Task details: Please copy every line from the following entries in which the word "graph" appears.

Records supplied:

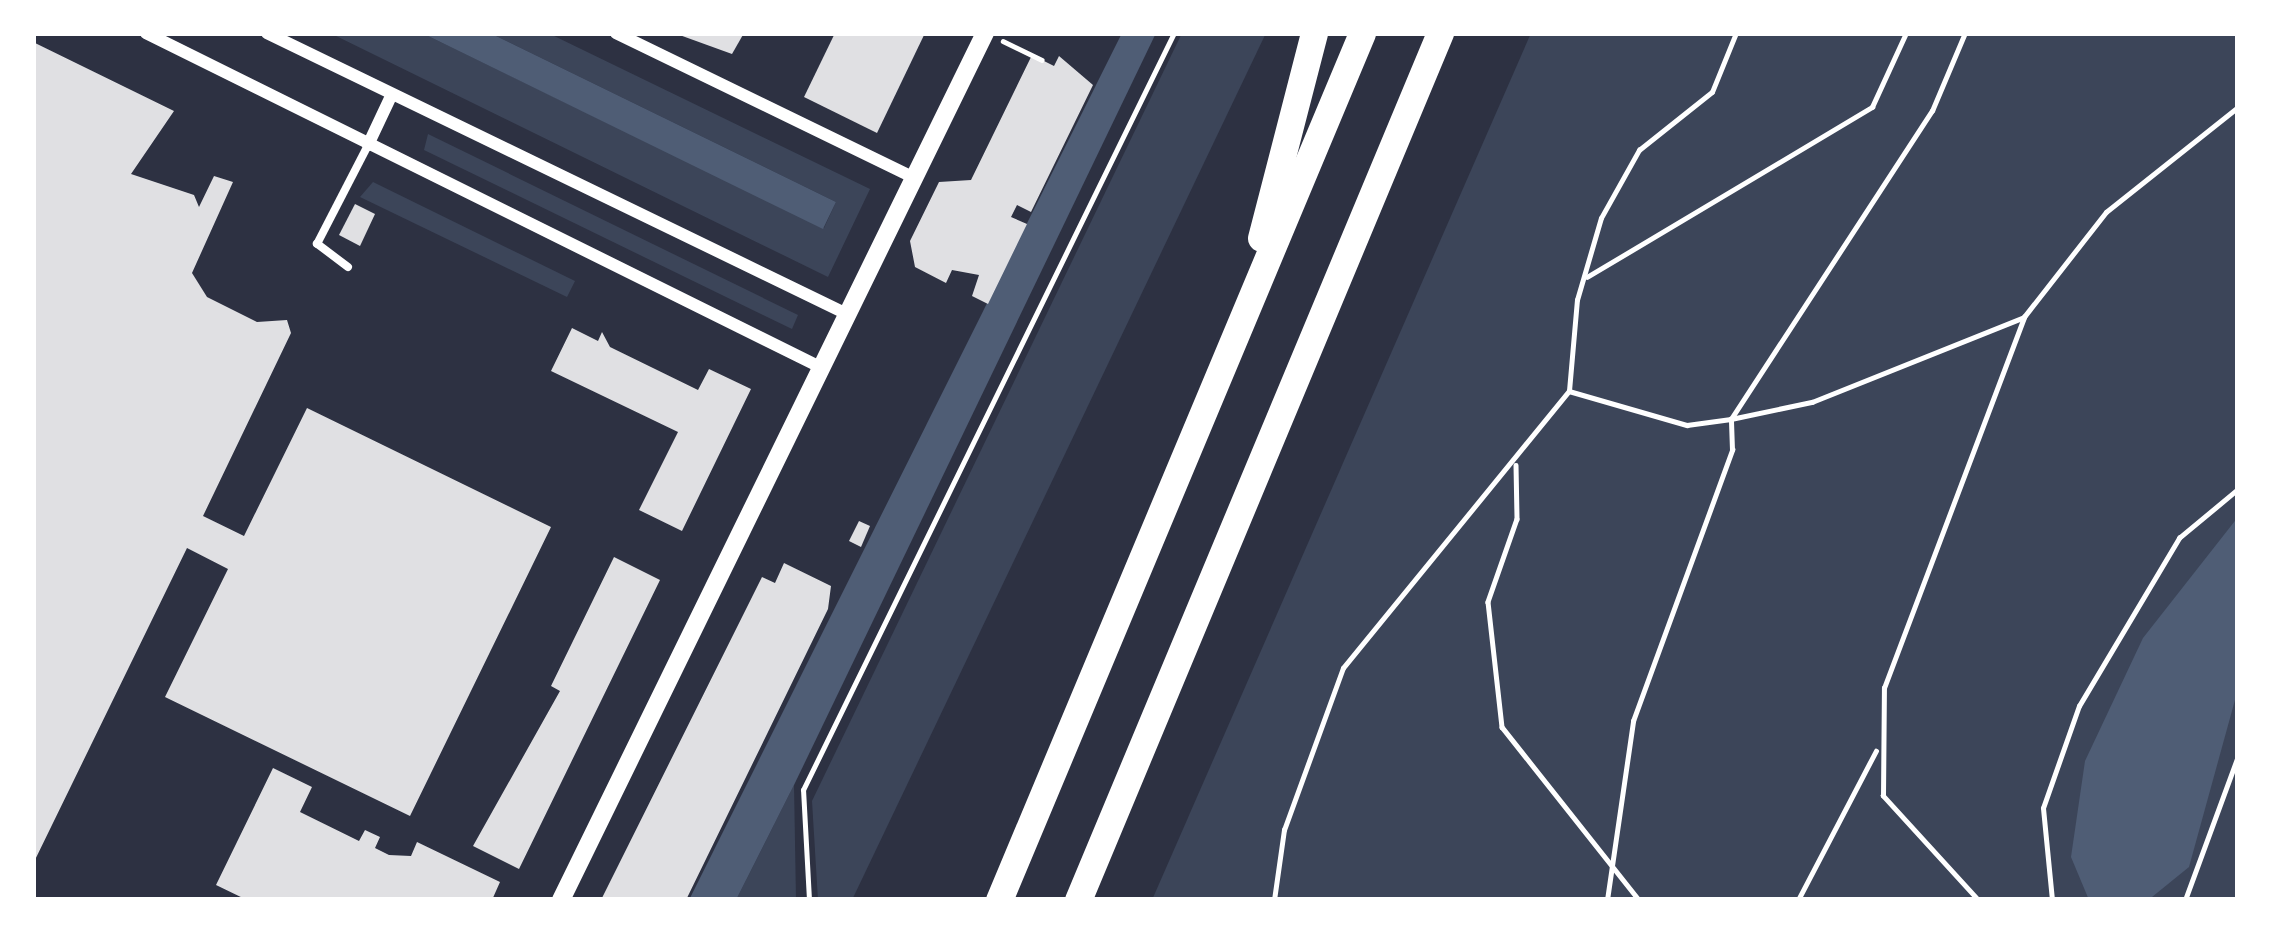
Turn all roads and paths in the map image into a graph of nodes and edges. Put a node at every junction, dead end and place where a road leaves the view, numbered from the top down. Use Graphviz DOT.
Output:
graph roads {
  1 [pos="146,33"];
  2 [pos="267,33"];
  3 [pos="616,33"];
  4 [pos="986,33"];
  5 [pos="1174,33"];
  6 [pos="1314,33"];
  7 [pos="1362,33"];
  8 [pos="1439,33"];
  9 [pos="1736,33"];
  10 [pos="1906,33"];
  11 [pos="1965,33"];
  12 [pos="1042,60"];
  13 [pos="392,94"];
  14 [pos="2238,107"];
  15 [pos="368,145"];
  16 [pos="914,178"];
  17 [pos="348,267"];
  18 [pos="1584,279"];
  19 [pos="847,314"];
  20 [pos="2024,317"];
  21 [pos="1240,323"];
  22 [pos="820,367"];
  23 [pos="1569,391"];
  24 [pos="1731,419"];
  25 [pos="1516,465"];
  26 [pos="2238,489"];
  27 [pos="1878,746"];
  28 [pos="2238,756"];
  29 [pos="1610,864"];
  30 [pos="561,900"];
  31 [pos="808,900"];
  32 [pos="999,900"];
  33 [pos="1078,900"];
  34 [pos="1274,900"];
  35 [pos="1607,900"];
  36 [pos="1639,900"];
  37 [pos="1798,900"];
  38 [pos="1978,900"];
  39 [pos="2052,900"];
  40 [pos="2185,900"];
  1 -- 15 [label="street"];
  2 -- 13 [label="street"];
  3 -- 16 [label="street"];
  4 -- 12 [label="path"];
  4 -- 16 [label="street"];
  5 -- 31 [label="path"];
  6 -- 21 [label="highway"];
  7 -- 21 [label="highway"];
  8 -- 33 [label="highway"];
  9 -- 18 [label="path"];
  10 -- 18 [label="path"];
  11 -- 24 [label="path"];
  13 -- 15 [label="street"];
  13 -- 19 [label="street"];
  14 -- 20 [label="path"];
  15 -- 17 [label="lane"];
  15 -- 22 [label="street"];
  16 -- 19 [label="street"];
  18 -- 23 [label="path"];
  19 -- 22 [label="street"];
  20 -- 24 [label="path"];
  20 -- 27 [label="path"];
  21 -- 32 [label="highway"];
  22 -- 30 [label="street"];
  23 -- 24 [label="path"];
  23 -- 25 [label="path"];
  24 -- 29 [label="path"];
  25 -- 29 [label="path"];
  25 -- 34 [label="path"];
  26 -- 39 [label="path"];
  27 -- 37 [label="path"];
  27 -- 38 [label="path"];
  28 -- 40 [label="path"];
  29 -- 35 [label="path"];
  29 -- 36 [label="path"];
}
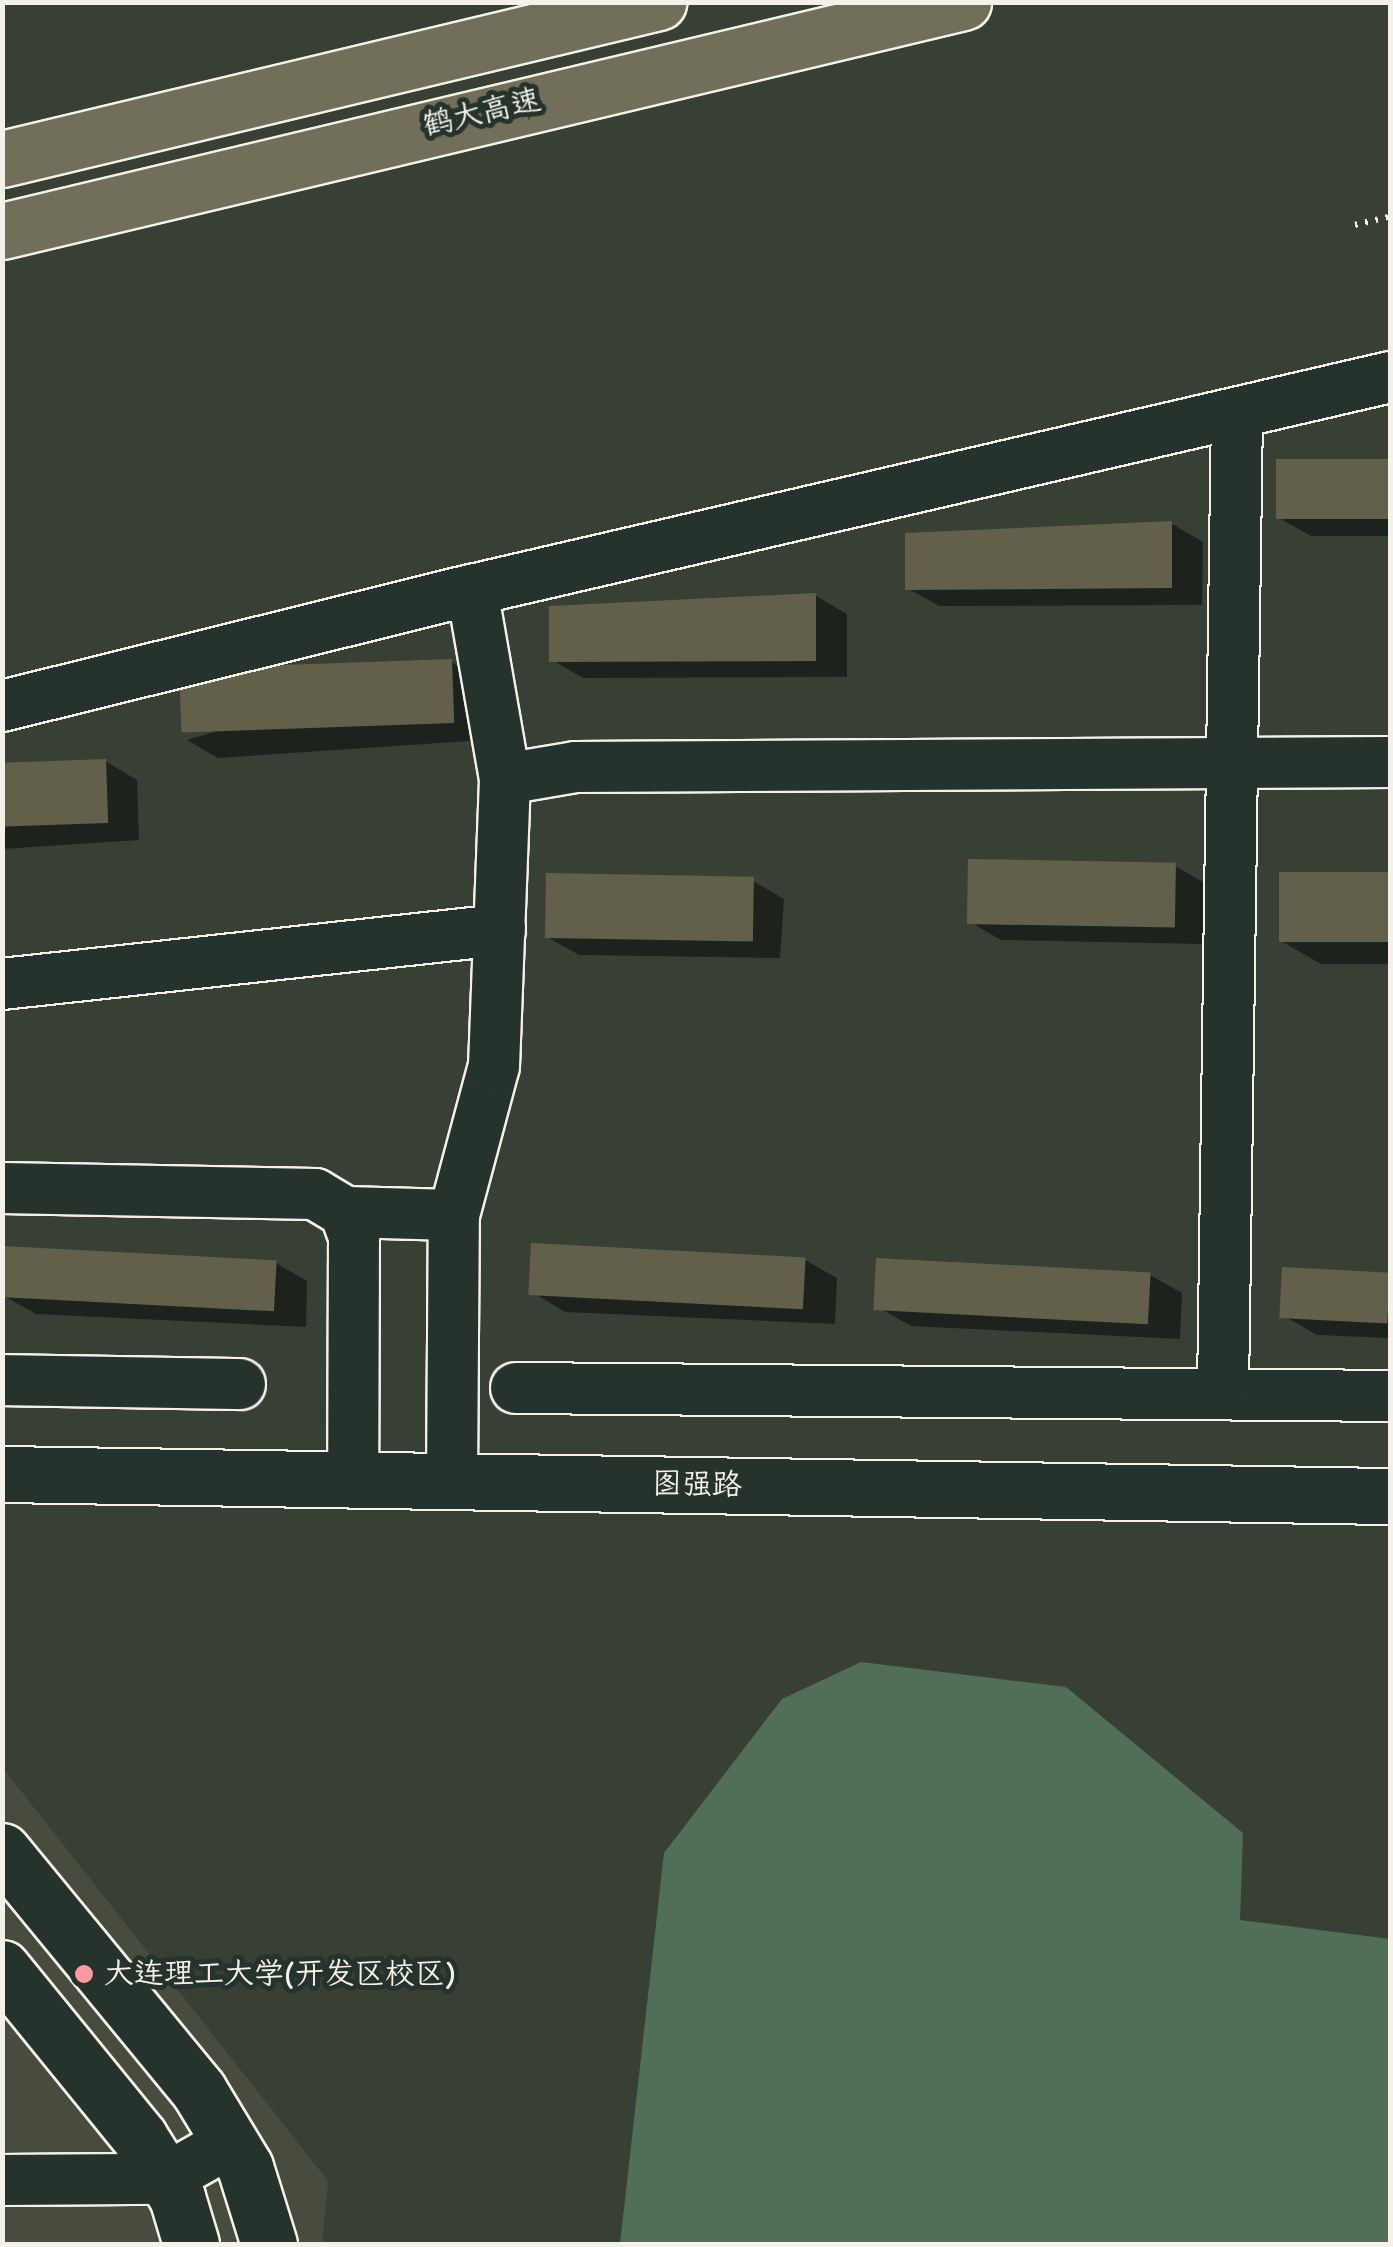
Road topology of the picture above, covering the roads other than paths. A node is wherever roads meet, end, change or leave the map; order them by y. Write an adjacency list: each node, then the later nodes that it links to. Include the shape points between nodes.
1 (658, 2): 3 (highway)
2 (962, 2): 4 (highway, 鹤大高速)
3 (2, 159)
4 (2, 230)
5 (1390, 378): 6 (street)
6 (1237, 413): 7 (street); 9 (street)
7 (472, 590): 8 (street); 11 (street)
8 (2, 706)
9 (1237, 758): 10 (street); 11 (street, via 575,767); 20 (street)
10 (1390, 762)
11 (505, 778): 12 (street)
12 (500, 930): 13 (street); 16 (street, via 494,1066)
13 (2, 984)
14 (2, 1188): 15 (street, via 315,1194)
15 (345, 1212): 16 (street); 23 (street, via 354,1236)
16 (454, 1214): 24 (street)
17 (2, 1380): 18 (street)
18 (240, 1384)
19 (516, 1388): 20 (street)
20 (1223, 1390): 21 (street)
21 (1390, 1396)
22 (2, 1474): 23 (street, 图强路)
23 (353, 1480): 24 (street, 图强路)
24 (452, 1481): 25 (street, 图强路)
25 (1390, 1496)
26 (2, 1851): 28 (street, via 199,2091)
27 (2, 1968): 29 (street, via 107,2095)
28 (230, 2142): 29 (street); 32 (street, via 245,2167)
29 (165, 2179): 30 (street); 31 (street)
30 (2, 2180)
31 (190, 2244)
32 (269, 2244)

Answer for the task:
Turn all roads and paths in the map image into a graph of nodes and edges. Put a node at every junction, dead end and place where a road leaves the view, numbered from the top down. Use Graphviz DOT.
graph roads {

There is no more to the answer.